Copy, from the entries below, each line where the word "محمدالشاليمي" can be found.
+ + +
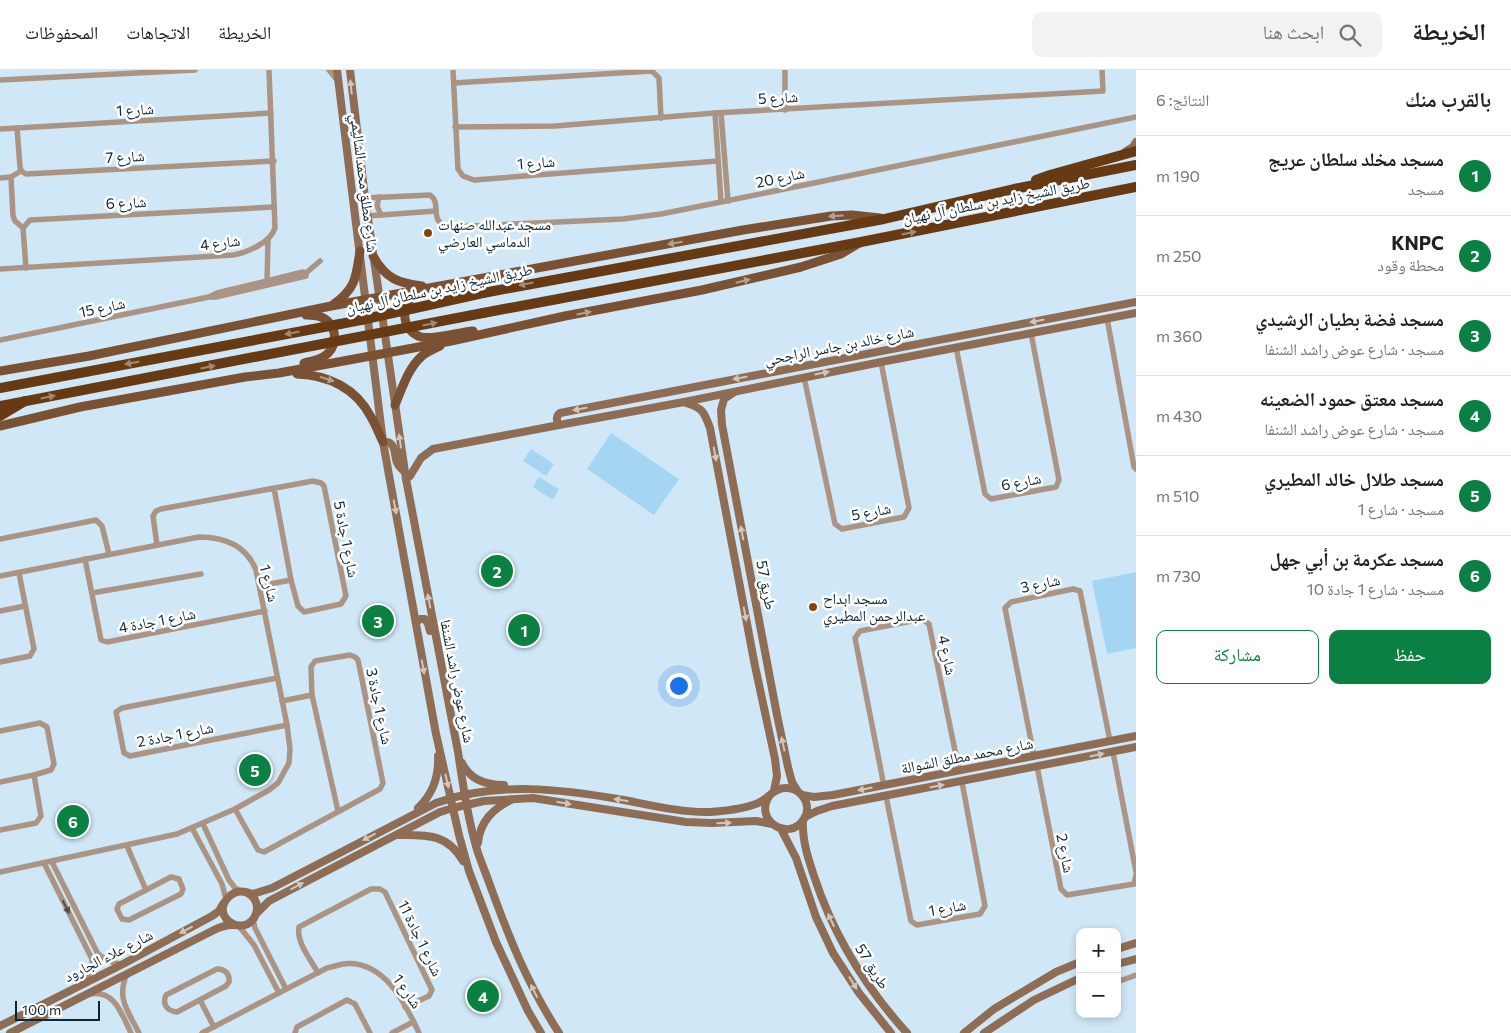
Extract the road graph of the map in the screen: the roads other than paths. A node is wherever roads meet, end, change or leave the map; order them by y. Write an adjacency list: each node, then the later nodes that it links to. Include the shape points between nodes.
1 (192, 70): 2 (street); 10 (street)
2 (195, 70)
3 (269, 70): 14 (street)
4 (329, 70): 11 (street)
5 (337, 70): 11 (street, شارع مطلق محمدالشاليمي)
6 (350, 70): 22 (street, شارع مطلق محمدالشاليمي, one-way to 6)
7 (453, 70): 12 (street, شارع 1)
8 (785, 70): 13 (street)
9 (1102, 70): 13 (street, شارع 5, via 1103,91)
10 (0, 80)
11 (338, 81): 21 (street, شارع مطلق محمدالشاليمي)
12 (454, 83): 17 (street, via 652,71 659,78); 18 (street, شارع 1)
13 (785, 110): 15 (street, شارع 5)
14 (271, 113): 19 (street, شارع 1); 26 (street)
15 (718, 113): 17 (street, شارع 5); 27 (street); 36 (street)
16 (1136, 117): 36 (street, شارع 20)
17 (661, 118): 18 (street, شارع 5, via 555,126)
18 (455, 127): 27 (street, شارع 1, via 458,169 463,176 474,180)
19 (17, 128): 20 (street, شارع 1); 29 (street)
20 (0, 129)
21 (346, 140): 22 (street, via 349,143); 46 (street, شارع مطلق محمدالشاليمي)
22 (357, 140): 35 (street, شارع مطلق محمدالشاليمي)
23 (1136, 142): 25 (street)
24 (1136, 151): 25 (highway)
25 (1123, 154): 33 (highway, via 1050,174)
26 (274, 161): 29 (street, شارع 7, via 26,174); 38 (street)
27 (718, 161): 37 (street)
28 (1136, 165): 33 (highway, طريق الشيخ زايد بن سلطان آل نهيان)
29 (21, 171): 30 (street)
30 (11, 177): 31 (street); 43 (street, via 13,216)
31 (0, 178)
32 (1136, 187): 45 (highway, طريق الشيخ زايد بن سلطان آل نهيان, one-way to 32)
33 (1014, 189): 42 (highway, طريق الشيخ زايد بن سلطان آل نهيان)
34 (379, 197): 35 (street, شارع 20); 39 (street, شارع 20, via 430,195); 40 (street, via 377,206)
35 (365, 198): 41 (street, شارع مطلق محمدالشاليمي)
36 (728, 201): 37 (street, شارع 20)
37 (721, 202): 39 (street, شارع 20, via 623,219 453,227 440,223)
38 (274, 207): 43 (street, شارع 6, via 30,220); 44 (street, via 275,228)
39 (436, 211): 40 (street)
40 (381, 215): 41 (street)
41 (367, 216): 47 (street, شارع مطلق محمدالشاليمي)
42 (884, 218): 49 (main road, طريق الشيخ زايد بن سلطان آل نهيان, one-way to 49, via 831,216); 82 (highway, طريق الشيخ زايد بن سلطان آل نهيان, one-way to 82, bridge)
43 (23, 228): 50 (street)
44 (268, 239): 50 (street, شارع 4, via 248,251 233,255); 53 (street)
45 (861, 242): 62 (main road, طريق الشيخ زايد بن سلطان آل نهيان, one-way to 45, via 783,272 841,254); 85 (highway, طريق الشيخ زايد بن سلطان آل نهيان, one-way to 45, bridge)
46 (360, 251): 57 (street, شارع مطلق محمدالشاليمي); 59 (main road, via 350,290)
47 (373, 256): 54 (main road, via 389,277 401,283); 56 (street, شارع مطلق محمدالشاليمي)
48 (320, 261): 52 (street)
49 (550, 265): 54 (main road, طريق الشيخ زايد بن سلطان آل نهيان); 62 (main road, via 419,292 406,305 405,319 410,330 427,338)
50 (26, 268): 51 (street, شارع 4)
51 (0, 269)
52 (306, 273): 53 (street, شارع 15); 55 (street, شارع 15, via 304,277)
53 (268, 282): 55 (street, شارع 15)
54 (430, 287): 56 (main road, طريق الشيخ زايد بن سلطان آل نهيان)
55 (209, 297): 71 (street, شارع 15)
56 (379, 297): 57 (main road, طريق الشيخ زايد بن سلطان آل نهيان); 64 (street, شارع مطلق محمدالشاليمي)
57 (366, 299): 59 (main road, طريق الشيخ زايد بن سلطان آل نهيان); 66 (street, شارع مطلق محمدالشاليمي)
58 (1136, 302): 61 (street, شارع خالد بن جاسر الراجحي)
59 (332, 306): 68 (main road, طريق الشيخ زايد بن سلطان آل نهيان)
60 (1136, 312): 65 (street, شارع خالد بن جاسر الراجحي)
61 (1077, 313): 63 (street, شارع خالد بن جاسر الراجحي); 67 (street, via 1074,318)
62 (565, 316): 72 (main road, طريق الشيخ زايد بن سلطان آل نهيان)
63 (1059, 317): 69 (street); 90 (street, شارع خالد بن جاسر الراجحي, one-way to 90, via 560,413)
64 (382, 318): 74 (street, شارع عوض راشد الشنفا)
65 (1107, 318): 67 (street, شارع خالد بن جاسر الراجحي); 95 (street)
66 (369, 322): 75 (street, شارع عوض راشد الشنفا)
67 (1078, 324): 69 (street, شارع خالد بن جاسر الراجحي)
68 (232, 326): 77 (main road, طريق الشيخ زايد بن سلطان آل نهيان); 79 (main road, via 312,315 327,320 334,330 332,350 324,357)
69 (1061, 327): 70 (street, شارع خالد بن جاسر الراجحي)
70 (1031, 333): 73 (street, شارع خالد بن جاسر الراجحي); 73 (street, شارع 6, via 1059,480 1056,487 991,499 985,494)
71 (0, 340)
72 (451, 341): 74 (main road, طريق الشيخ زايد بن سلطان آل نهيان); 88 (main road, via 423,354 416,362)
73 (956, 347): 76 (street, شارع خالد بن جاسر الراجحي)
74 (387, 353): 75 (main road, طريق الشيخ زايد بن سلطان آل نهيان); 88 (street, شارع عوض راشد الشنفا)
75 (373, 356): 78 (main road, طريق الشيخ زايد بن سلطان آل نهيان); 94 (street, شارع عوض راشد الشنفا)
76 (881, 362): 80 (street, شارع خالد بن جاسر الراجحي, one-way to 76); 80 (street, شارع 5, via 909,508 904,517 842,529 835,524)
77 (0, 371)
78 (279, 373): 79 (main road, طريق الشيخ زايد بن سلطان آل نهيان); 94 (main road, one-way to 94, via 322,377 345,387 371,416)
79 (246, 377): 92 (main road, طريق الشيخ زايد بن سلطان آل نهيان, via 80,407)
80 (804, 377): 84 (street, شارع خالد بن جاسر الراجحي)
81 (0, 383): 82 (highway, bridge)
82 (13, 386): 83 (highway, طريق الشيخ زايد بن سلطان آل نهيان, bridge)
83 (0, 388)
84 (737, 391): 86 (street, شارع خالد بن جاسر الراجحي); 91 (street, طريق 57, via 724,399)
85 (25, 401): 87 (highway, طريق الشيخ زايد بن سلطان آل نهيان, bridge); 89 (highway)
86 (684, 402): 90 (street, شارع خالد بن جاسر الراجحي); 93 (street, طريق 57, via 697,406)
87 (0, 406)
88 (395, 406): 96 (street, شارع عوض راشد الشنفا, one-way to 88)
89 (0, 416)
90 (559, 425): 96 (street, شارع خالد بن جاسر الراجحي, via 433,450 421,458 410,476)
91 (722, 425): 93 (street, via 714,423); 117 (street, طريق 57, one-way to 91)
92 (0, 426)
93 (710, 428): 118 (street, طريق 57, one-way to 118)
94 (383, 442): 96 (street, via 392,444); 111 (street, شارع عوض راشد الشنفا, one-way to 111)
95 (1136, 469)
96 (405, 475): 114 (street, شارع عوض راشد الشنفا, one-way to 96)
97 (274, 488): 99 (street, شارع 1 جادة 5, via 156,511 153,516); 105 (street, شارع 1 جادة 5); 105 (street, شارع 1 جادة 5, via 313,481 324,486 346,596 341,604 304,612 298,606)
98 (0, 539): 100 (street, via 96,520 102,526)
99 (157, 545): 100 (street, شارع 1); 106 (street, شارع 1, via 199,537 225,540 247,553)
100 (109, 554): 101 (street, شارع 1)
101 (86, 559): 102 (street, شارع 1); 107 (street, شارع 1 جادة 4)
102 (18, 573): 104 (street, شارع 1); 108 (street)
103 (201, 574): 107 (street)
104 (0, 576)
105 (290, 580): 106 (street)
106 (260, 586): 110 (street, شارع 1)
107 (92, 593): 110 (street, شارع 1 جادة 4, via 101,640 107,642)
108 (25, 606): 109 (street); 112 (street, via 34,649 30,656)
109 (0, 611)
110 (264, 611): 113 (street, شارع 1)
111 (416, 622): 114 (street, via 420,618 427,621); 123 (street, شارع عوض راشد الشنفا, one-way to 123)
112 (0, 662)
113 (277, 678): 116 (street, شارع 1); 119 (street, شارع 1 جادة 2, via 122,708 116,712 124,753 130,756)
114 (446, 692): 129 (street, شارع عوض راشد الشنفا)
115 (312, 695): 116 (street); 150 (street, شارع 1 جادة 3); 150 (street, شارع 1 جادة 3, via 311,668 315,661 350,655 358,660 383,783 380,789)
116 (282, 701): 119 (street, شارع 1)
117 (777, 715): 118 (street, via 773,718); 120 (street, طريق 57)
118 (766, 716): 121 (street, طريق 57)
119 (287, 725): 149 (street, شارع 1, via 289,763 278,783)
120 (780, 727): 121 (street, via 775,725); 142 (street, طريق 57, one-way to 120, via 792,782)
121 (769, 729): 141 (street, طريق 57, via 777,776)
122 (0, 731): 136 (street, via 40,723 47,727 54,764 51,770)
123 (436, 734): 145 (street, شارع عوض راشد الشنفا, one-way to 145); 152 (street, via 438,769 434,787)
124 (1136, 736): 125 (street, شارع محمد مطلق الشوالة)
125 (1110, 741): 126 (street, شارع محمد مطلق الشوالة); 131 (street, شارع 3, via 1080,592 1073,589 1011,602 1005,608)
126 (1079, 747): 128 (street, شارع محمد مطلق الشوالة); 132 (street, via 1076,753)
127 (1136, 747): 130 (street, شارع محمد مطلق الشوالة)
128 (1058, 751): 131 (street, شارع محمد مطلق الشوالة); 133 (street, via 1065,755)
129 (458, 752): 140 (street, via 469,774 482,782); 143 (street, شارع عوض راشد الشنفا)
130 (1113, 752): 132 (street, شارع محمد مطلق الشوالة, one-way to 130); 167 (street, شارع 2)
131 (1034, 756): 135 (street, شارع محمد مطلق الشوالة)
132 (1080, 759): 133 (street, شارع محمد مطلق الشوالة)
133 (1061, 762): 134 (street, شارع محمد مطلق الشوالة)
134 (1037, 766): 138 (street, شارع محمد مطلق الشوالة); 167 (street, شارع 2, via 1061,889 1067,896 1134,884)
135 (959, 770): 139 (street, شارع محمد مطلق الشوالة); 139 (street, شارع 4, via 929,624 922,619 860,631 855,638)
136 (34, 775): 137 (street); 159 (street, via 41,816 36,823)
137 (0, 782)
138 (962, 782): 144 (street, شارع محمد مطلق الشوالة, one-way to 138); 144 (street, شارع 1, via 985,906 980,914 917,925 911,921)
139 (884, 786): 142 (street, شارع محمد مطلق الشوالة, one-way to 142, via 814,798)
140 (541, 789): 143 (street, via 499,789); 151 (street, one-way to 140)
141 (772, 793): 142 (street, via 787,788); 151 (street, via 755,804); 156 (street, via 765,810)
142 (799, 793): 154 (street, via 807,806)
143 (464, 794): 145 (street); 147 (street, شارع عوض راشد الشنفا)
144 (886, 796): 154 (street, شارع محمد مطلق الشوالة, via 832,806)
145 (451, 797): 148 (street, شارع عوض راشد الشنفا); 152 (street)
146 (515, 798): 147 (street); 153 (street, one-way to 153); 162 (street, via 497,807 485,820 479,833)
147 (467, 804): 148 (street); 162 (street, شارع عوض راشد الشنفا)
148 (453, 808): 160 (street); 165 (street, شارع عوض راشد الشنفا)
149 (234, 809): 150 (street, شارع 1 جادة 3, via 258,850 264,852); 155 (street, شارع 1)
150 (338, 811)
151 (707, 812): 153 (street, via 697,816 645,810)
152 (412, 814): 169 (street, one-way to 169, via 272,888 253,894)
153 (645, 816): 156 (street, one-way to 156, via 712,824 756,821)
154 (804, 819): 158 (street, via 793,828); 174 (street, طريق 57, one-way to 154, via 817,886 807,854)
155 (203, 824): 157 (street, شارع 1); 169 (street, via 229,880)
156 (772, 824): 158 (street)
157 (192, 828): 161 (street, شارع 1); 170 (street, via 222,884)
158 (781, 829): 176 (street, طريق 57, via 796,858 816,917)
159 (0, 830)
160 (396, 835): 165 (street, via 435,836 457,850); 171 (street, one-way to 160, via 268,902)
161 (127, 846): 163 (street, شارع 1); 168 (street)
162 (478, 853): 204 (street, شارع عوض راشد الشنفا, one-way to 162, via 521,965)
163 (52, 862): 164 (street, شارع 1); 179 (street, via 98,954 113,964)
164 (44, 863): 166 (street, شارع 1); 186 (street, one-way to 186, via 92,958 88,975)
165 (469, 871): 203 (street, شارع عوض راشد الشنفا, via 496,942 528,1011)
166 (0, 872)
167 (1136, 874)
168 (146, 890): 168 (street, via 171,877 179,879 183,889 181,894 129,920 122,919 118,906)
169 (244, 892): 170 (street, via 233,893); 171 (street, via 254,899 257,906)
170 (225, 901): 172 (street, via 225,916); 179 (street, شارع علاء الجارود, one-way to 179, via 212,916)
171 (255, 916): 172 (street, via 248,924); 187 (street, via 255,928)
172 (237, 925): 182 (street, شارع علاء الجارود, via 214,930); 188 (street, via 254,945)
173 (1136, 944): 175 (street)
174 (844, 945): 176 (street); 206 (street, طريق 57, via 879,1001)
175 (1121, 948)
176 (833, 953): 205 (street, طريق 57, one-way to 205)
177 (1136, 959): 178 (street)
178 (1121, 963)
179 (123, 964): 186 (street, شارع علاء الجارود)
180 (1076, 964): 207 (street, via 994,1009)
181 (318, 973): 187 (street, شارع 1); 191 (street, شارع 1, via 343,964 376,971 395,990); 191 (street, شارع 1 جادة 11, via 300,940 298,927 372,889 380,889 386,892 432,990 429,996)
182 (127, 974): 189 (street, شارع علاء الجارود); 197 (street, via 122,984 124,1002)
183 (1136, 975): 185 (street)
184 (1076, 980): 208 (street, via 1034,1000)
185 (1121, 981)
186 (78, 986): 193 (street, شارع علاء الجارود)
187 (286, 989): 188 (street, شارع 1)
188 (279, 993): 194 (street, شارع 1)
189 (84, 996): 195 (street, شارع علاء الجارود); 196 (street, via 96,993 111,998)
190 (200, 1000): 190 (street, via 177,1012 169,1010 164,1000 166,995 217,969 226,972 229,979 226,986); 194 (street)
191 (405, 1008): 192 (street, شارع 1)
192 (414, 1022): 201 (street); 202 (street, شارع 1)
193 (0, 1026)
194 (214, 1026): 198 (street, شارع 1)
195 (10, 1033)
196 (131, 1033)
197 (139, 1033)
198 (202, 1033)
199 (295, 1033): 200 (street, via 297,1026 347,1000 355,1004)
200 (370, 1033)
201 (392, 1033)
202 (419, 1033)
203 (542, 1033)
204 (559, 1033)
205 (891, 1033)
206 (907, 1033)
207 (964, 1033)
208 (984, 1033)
+ + +
◆ **Written solution**
5 (337, 70): 11 (street, شارع مطلق محمدالشاليمي)
6 (350, 70): 22 (street, شارع مطلق محمدالشاليمي, one-way to 6)
11 (338, 81): 21 (street, شارع مطلق محمدالشاليمي)
21 (346, 140): 22 (street, via 349,143); 46 (street, شارع مطلق محمدالشاليمي)
22 (357, 140): 35 (street, شارع مطلق محمدالشاليمي)
35 (365, 198): 41 (street, شارع مطلق محمدالشاليمي)
41 (367, 216): 47 (street, شارع مطلق محمدالشاليمي)
46 (360, 251): 57 (street, شارع مطلق محمدالشاليمي); 59 (main road, via 350,290)
47 (373, 256): 54 (main road, via 389,277 401,283); 56 (street, شارع مطلق محمدالشاليمي)
56 (379, 297): 57 (main road, طريق الشيخ زايد بن سلطان آل نهيان); 64 (street, شارع مطلق محمدالشاليمي)
57 (366, 299): 59 (main road, طريق الشيخ زايد بن سلطان آل نهيان); 66 (street, شارع مطلق محمدالشاليمي)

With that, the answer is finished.